Allan Heinberg (born June 29, 1967) is an American film screenwriter, television writer and producer and comic book writer.

Heinberg is the screenwriter of the 2017 film Wonder Woman, directed by Patty Jenkins. His television writing and producing credits include The Naked Truth, Party of Five, Sex and the City, Gilmore Girls, The O.C., Grey's Anatomy, Looking, and Scandal . Most recently, Heinberg developed, wrote, and ran ABC's The Catch, starring Mireille Enos and Peter Krause and also developed the 2022 Netflix series on The Sandman.

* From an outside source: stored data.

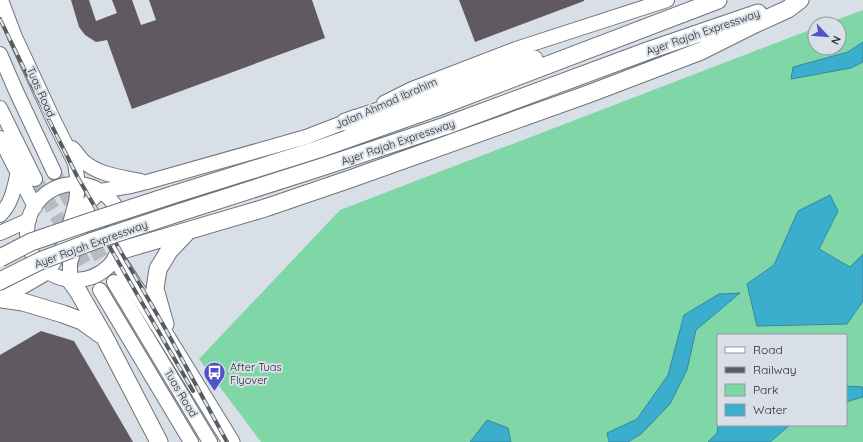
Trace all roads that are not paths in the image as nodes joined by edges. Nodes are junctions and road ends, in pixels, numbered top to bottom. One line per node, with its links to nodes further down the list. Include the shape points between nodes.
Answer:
1 (1, 0): 9 (main road, Tuas Road, via 15,37)
2 (667, 0): 10 (main road, Jalan Ahmad Ibrahim, via 516,49 412,89)
3 (718, 0): 6 (highway, Ayer Rajah Expressway)
4 (796, 0): 28 (highway, Ayer Rajah Expressway, bridge, via 650,50 445,126 93,241 40,261)
5 (800, 0): 21 (highway, via 788,9 701,51 591,93 265,208)
6 (642, 28): 10 (highway, via 500,70); 25 (highway, Ayer Rajah Expressway, bridge, via 414,116 86,223 31,242)
7 (0, 54): 13 (main road, Tuas Road)
8 (0, 108): 14 (main road)
9 (54, 121): 15 (main road, via 83,161 103,172); 16 (main road, Tuas Road, via 75,163)
10 (345, 122): 15 (main road, Jalan Ahmad Ibrahim, via 306,137)
11 (0, 138): 12 (main road)
12 (18, 172): 18 (main road); 19 (main road, via 14,193)
13 (54, 172)
14 (35, 178)
15 (147, 182): 17 (main road, Jalan Ahmad Ibrahim)
16 (78, 184): 17 (main road); 18 (main road, via 63,186 49,192); 26 (main road, Tuas Road, via 76,202 64,245)
17 (100, 191): 24 (main road, via 109,198 121,217 123,228); 27 (main road, via 89,203 70,263)
18 (35, 206): 20 (main road)
19 (0, 216)
20 (29, 220): 22 (main road); 26 (main road, via 29,247 40,265)
21 (189, 230): 24 (highway); 33 (highway, via 169,251 158,269 155,289)
22 (0, 233)
23 (0, 253): 31 (main road, via 12,268 9,284)
24 (118, 254): 27 (main road, via 107,268 96,276); 33 (highway)
25 (0, 258)
26 (48, 272): 27 (main road); 31 (main road)
27 (70, 280): 32 (highway)
28 (0, 281)
29 (114, 282): 36 (main road, Tuas Road)
30 (100, 290): 35 (main road, Tuas Road)
31 (1, 299): 32 (highway, via 23,302 82,321)
32 (105, 338): 34 (highway)
33 (167, 338): 37 (highway)
34 (159, 442)
35 (191, 442)
36 (210, 442)
37 (231, 442)

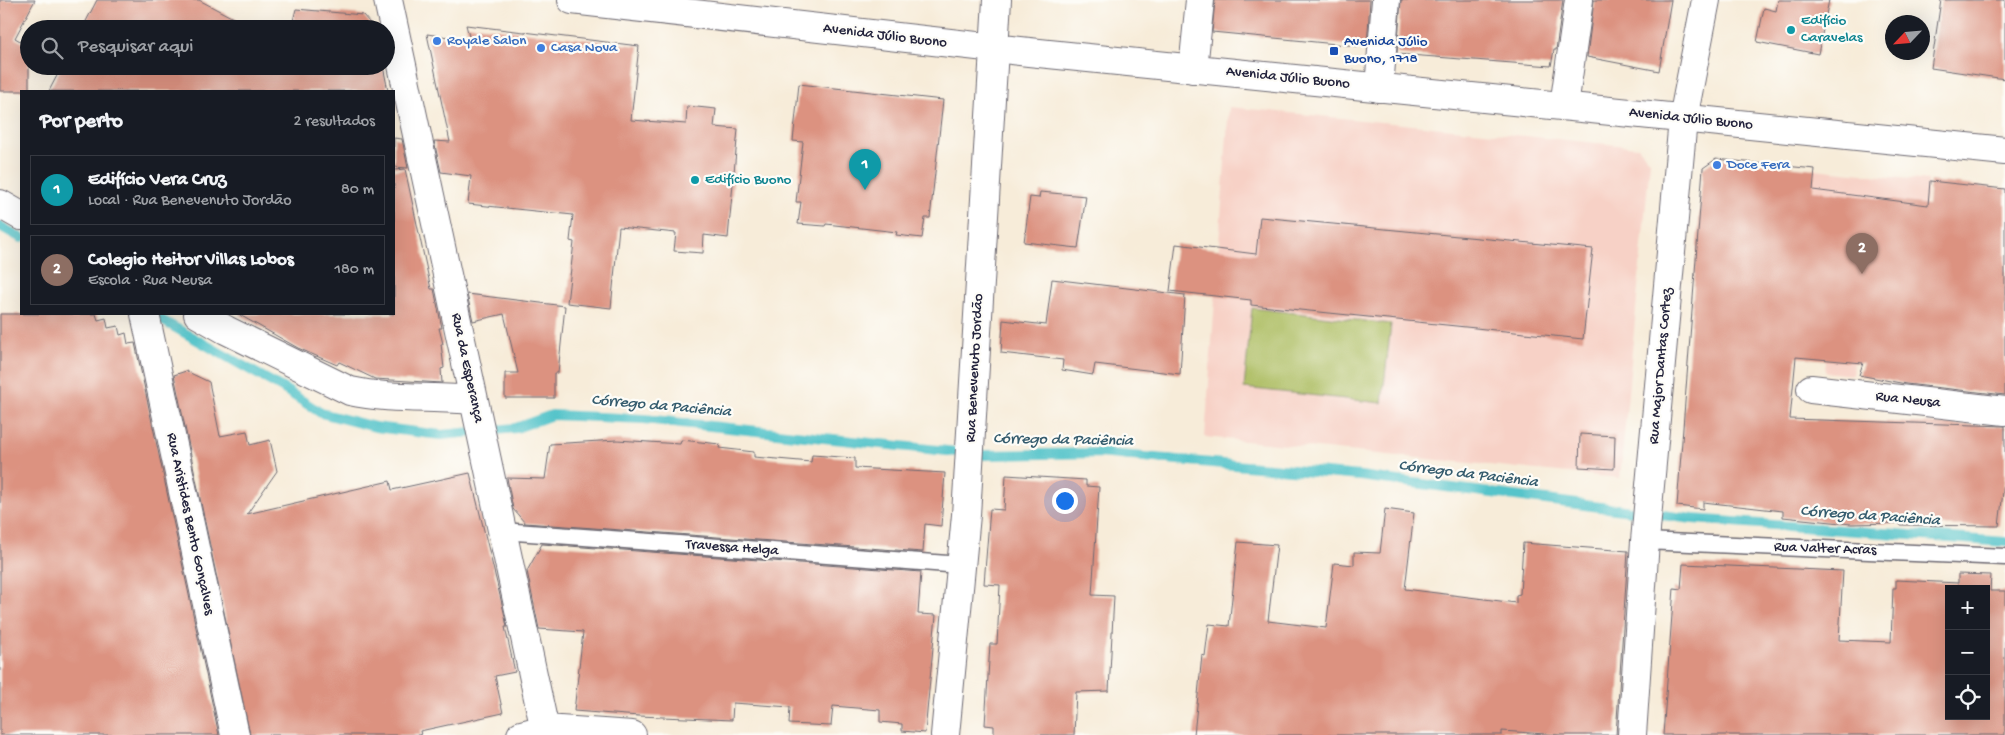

For Marvel Comics, Heinberg created and wrote Young Avengers and its sequel, Avengers: The Children’s Crusade with co-creator/artist Jim Cheung. For DC Comics, Heinberg co-wrote JLA: Crisis of Conscience with Geoff Johns (art by Chris Batista), and re-launched Wonder Woman with artists Terry and Rachel Dodson.

Early life
Heinberg was born to a Jewish family and is a graduate of Booker T. Washington High School in Tulsa, Oklahoma and Yale University class of 1989. He was in Morse College. Heinberg acted in the Broadway cast of Laughter on the 23rd Floor and appeared off-Broadway in Hello Muddah, Hello Fadduh and the Vineyard Theatre's production of Bob Merrill's Hannah...1939 starring Julie Wilson.

Career

Theatre
A stageplay called The Amazon's Voice helped launch Heinberg's screenwriting career in 1994. The play was produced off-Broadway by the Manhattan Class Company and featured Tim Blake Nelson and Ellen Parker in lead roles.

Comics
Heinberg's Young Avengers was a sales success and fan favorite for Marvel Comics. The series also gained favorable press for its inclusions of two gay characters, Wiccan and the alien Hulkling. Heinberg himself is openly gay. He returned to write for the Young Avengers during the Children's Crusade storyline.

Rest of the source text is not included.